Problem description:
Every record should be restated exactly, with no images included.

(Pictured people or hands with joints)
• • •

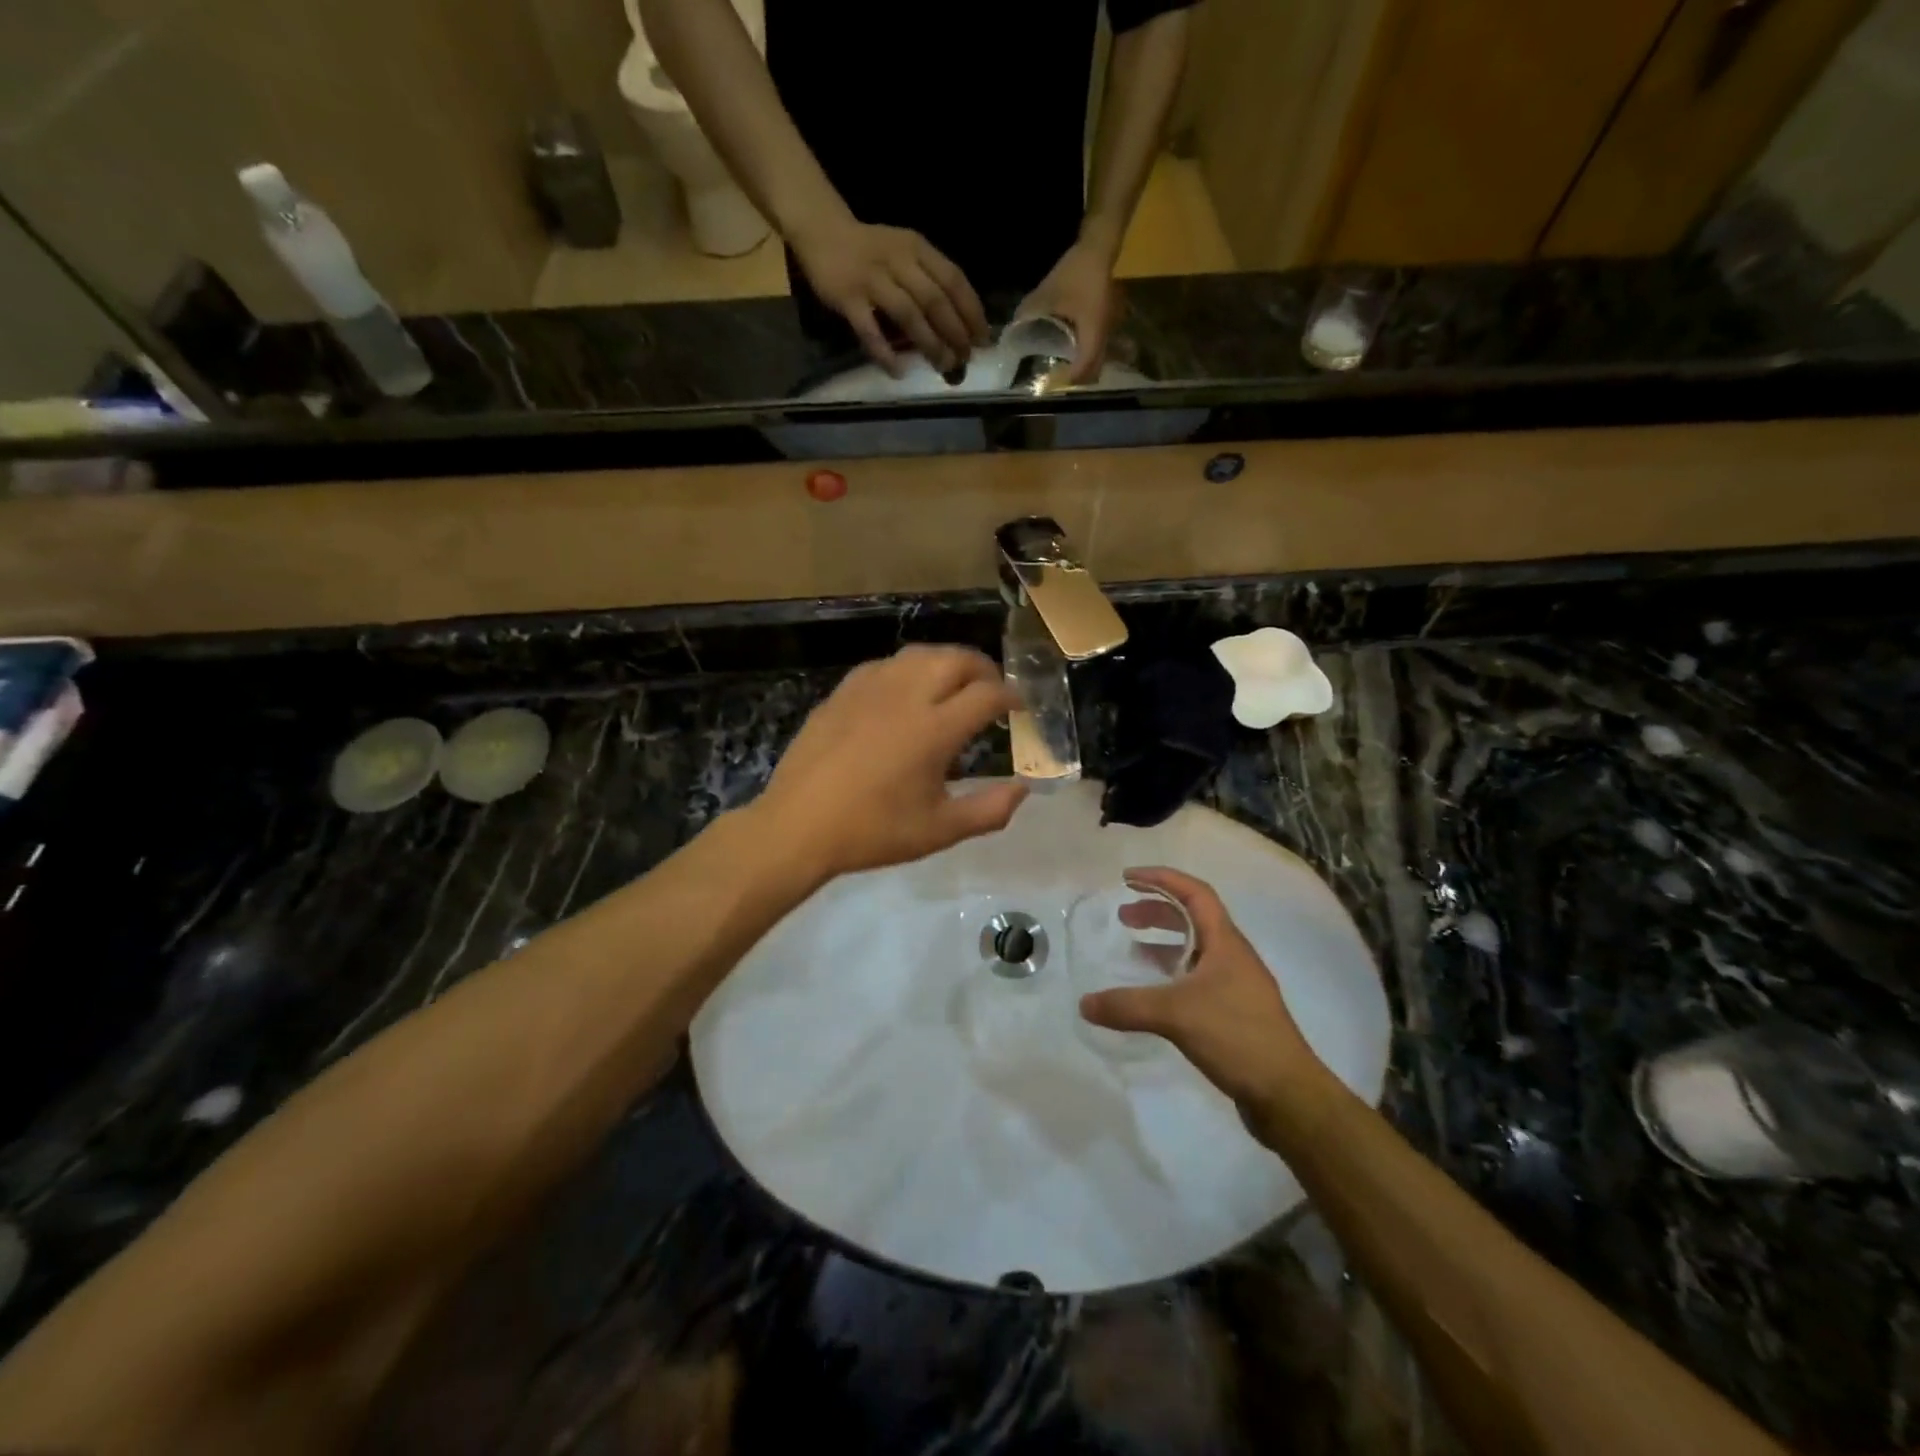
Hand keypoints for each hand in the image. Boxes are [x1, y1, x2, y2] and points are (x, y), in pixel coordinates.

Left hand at [754, 646, 1027, 878]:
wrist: (798, 826)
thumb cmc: (873, 831)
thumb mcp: (939, 831)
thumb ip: (989, 810)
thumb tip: (1023, 789)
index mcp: (934, 729)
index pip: (987, 695)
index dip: (1012, 696)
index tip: (1020, 707)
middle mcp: (906, 696)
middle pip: (956, 659)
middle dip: (983, 668)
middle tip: (992, 688)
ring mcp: (870, 689)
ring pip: (919, 654)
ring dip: (946, 662)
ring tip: (954, 684)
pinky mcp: (842, 692)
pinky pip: (885, 664)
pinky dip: (909, 669)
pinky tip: (906, 690)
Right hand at [793, 217, 989, 376]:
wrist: (822, 231)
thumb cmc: (872, 251)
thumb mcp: (906, 253)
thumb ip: (928, 281)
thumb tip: (958, 326)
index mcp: (917, 249)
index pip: (953, 280)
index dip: (971, 312)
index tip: (983, 340)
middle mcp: (898, 261)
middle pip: (934, 300)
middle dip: (954, 333)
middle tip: (965, 359)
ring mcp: (872, 279)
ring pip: (908, 314)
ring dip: (929, 343)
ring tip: (943, 366)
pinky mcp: (848, 298)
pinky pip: (869, 330)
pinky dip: (885, 353)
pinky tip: (898, 371)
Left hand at [1016, 240, 1119, 384]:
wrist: (1097, 250)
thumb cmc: (1074, 273)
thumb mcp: (1047, 294)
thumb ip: (1029, 313)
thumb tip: (1012, 332)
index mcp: (1092, 331)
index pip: (1084, 367)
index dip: (1069, 380)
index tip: (1051, 385)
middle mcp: (1103, 335)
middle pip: (1093, 371)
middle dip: (1075, 382)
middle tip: (1054, 384)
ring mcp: (1107, 331)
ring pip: (1097, 362)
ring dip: (1081, 371)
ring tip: (1060, 373)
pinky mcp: (1105, 326)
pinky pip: (1096, 350)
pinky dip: (1084, 359)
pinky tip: (1068, 356)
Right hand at [1078, 868, 1330, 1116]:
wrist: (1288, 1094)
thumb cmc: (1236, 1036)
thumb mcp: (1175, 1015)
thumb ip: (1127, 1005)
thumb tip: (1084, 1003)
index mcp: (1225, 942)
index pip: (1194, 892)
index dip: (1162, 879)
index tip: (1128, 878)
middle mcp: (1233, 956)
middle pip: (1194, 917)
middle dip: (1157, 910)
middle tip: (1123, 917)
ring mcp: (1236, 985)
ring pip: (1195, 949)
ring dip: (1163, 942)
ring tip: (1132, 950)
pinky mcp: (1235, 1013)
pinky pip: (1197, 978)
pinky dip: (1172, 974)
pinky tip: (1154, 994)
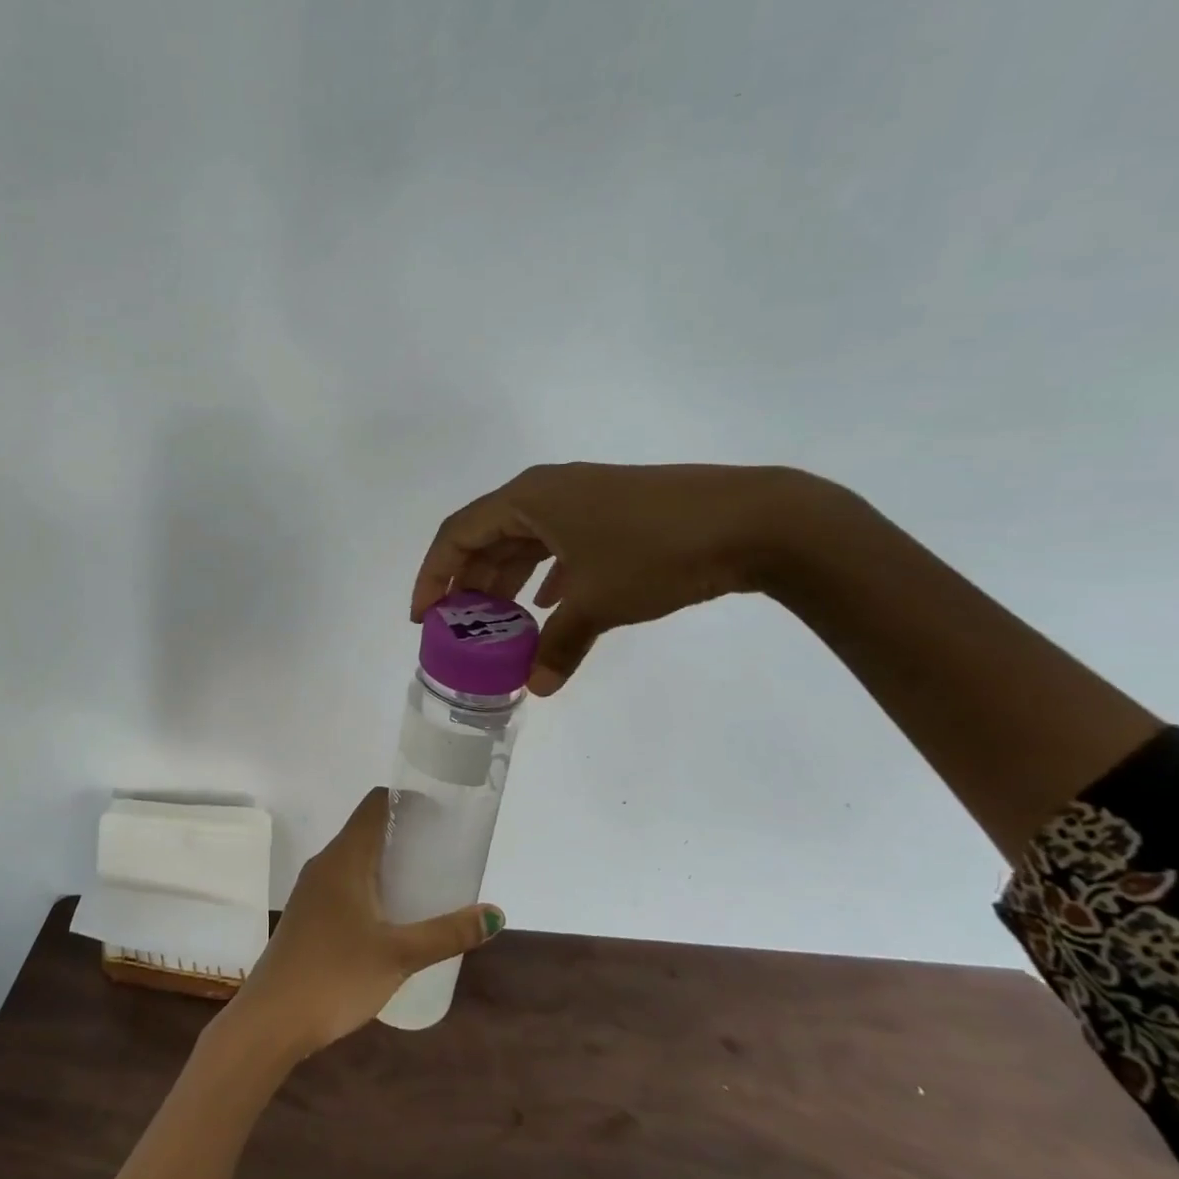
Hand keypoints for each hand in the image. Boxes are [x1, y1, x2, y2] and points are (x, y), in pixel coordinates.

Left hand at [229, 787, 502, 1057]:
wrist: (272, 1019)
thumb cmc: (336, 975)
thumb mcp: (399, 955)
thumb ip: (448, 933)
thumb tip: (494, 914)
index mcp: (344, 857)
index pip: (375, 804)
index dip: (408, 800)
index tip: (441, 813)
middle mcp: (325, 863)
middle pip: (366, 829)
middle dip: (404, 833)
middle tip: (444, 849)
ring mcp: (312, 889)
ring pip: (355, 858)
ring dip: (387, 860)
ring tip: (424, 880)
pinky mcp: (308, 914)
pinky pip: (344, 882)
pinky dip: (371, 883)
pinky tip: (391, 914)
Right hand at [412, 462, 822, 694]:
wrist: (755, 519)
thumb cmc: (656, 551)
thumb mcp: (598, 602)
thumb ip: (559, 645)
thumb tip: (537, 687)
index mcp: (529, 498)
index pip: (458, 534)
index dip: (433, 575)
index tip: (424, 617)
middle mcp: (548, 490)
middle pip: (488, 535)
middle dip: (470, 582)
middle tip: (460, 627)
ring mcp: (583, 498)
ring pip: (525, 540)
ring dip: (507, 580)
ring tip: (498, 623)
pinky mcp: (613, 511)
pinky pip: (559, 542)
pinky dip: (545, 574)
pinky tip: (549, 603)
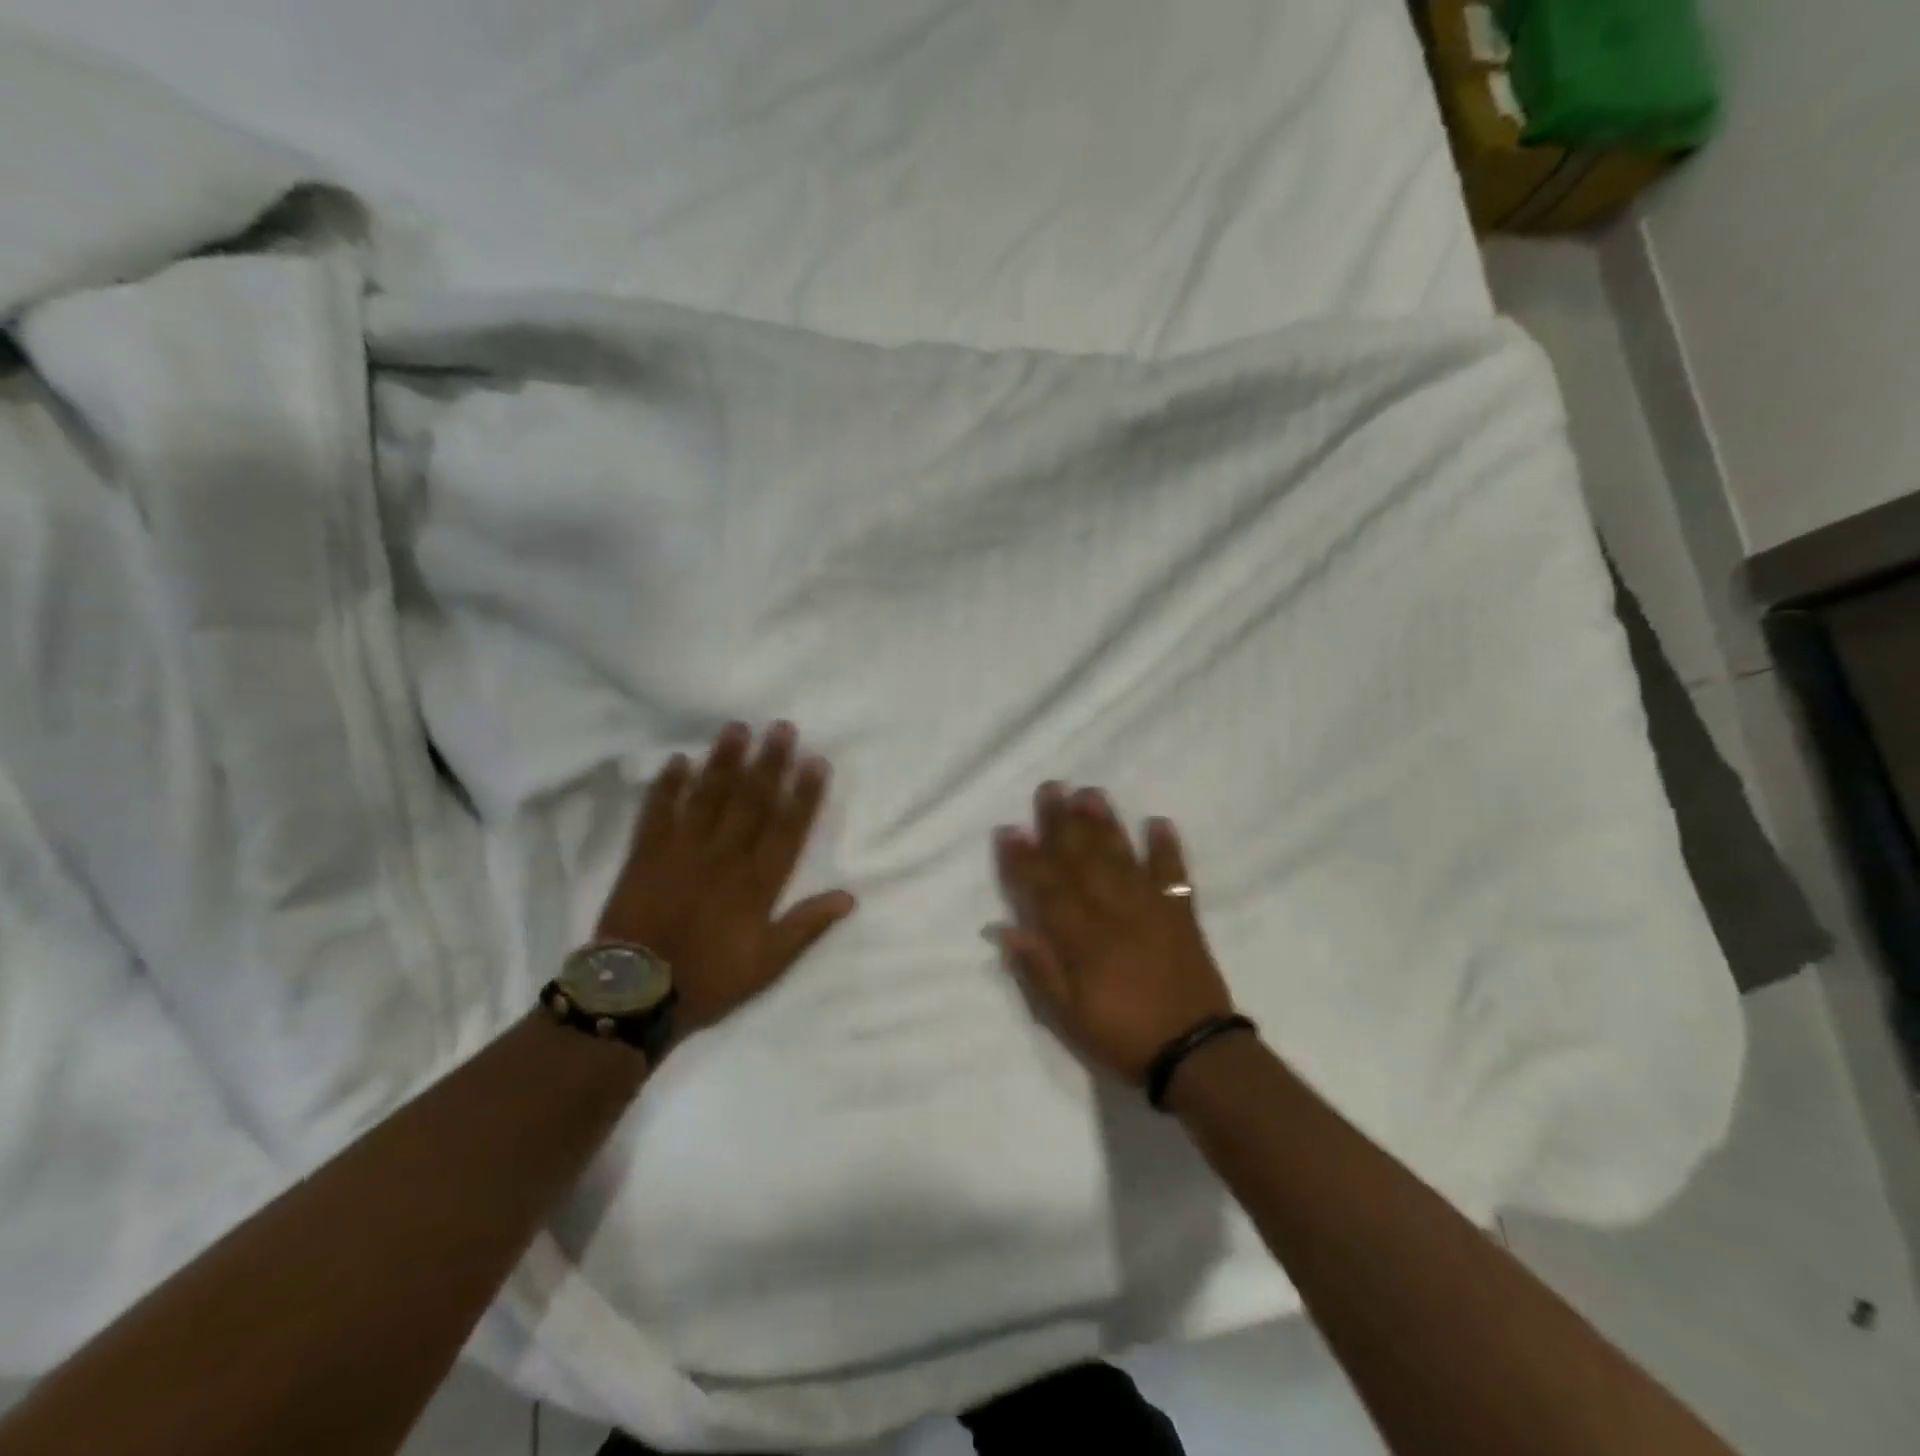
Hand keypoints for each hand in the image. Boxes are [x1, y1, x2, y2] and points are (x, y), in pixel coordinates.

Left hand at [595, 722, 855, 1032]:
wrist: (633, 994)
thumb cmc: (708, 979)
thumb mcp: (768, 964)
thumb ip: (806, 926)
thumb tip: (849, 896)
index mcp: (757, 883)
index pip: (787, 828)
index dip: (804, 793)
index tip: (815, 761)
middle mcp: (724, 857)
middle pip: (751, 801)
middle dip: (769, 762)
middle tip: (781, 727)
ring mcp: (682, 851)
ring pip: (709, 797)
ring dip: (724, 761)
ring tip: (737, 728)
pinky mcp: (645, 855)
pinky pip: (658, 812)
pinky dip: (668, 785)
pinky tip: (680, 760)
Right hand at [993, 783, 1233, 1082]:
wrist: (1194, 1053)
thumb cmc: (1122, 1036)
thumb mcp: (1068, 1016)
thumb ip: (1038, 969)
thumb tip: (1006, 929)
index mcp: (1082, 937)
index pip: (1046, 888)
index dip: (1025, 859)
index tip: (1011, 830)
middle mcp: (1113, 911)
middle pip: (1082, 859)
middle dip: (1063, 823)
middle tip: (1052, 788)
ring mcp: (1150, 908)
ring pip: (1122, 857)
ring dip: (1106, 824)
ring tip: (1092, 794)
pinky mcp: (1181, 915)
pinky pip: (1174, 874)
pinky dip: (1167, 848)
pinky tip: (1159, 823)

• • •

Output of the task:
Hand keypoints for each hand in the image. Boxes are [x1, y1, x2, y2] and points are (x, y), in pixel coordinates.

Left hand at [754, 646, 1027, 878]:
wrist: (798, 826)
thumb cmc: (873, 831)
thumb mcp: (939, 831)
thumb ip: (989, 810)
thumb tip: (1023, 789)
index mcp: (934, 729)
index pip: (987, 695)
index dip: (1012, 696)
index tip: (1020, 707)
middle mcp: (906, 696)
middle pip: (956, 659)
middle dip: (983, 668)
middle tip: (992, 688)
ring mcp: (870, 689)
ring pip: (919, 654)
ring dip: (946, 662)
ring tip: (954, 684)
pinky mcp: (842, 692)
pinky pip: (885, 664)
pinky dip: (909, 669)
pinky tip: (906, 690)
Right hand at [793, 217, 989, 376]:
wrist: (822, 231)
thumb cmc: (872, 251)
thumb mcp: (906, 253)
thumb ip: (928, 281)
thumb tip: (958, 326)
index mcp: (917, 249)
index pip: (953, 280)
index dip: (971, 312)
index tip: (983, 340)
middle mcp: (898, 261)
middle pip: (934, 300)
middle dip: (954, 333)
middle tip: (965, 359)
ring mcp: (872, 279)
ring pip: (908, 314)
ring dip: (929, 343)
ring tip: (943, 366)
pinky mcp: (848, 298)
pinky pip: (869, 330)
pinky dip: (885, 353)
pinky tip: (898, 371)
Left hand at [1016, 240, 1119, 384]:
wrist: (1097, 250)
thumb cmc: (1074, 273)
thumb mcp: (1047, 294)
thumb ip: (1029, 313)
thumb tip: (1012, 332)
index mcp: (1092, 331)
index pip: (1084, 367)
index dip: (1069, 380)
index tip: (1051, 385)
middle mcp: (1103, 335)
middle pip: (1093, 371)
middle dip: (1075, 382)
middle tip: (1054, 384)
ring mcp: (1107, 331)
ring pip: (1097, 362)
ring dip: (1081, 371)
ring tip: (1060, 373)
pinky mcp: (1105, 326)
pinky pip: (1096, 350)
pinky dip: (1084, 359)
pinky tip: (1068, 356)
Right hand at [1078, 868, 1330, 1116]:
wrist: (1288, 1094)
thumb cmc: (1236, 1036)
thumb mcp: (1175, 1015)
thumb ip: (1127, 1005)
thumb tip: (1084, 1003)
index mcp: (1225, 942)
index pip: (1194, 892)
index dip: (1162, 879)
index tip: (1128, 878)
middle mcp: (1233, 956)
middle pip: (1194, 917)
middle dip: (1157, 910)
middle tip: (1123, 917)
ring mcp: (1236, 985)
ring pip: (1195, 949)
ring dip: (1163, 942)
ring tip: (1132, 950)
pinky mcp: (1235, 1013)
pinky pip: (1197, 978)
pinky dip: (1172, 974)
pinky tip: (1154, 994)
Hand keypoints for each hand in the image. Boxes are [x1, y1, x2, y2] and points are (x, y), in pixel coordinates.

Left hand at [229, 787, 502, 1057]:
wrist: (272, 1019)
thumb cmc: (336, 975)
thumb mcp: (399, 955)
thumb ip: (448, 933)
thumb tip: (494, 914)
index mcp: (344, 857)
index pip: (375, 804)
index dip: (408, 800)
index tip: (441, 813)
middle mcp: (325, 863)
middle pip: (366, 829)
middle dip: (404, 833)
middle tip: (444, 849)
ring mcp: (312, 889)
ring pip: (355, 858)
ring dip: (387, 860)
ring tip: (424, 880)
pinky mcp: (308, 914)
pinky pip: (344, 882)
pinky dip: (371, 883)
pinky tip: (391, 914)
Right hand at [412, 462, 822, 694]:
wrist: (755, 519)
thumb cmc: (656, 551)
thumb mcp: (598, 602)
thumb ip: (559, 645)
thumb tip: (537, 687)
index mcp: (529, 498)
index pip: (458, 534)
index dip: (433, 575)
index tip: (424, 617)
middle mcp: (548, 490)
middle pip: (488, 535)
middle dip: (470, 582)
middle tip: (460, 627)
ring mcp: (583, 498)
ring pip: (525, 540)
ring dip: (507, 580)
ring tip: (498, 623)
pinky mcp: (613, 511)
pinky pip: (559, 542)
pinky dip: (545, 574)
pinky tip: (549, 603)
Hand keypoints for each hand in the image. Boxes are [x1, y1, x2, y2] and points are (x, y), in pixel coordinates.

Left hand at [595, 722, 855, 1032]:
wrist: (633, 994)
thumb cmc: (708, 979)
thumb mcp: (768, 964)
thumb ip: (806, 926)
thumb tip: (849, 896)
index mcp: (757, 883)
index pip: (787, 828)
index dip: (804, 793)
index tip: (815, 761)
middle mcp: (724, 857)
middle pip: (751, 801)
middle dip: (769, 762)
middle tip: (781, 727)
ring mcp: (682, 851)
ring pip: (709, 797)
ring dip: (724, 761)
ring tip: (737, 728)
pinky mcp: (645, 855)
pinky pip: (658, 812)
pinky dip: (668, 785)
pinky tip: (680, 760)
Right hand at [993, 783, 1233, 1082]:
wrist: (1194, 1053)
thumb cmc: (1122, 1036)
thumb mcp: (1068, 1016)
thumb ip: (1038, 969)
thumb tip: (1006, 929)
index mcp: (1082, 937)
index pip: (1046, 888)
index dip: (1025, 859)
index tip: (1011, 830)
middle mcp: (1113, 911)
middle pip: (1082, 859)
middle dip: (1063, 823)
middle tip: (1052, 788)
ring mcp: (1150, 908)
ring pip: (1122, 857)
ring dip: (1106, 824)
ring tip: (1092, 794)
pinky mcp: (1181, 915)
pinky pip: (1174, 874)
pinky dip: (1167, 848)
pinky tip: (1159, 823)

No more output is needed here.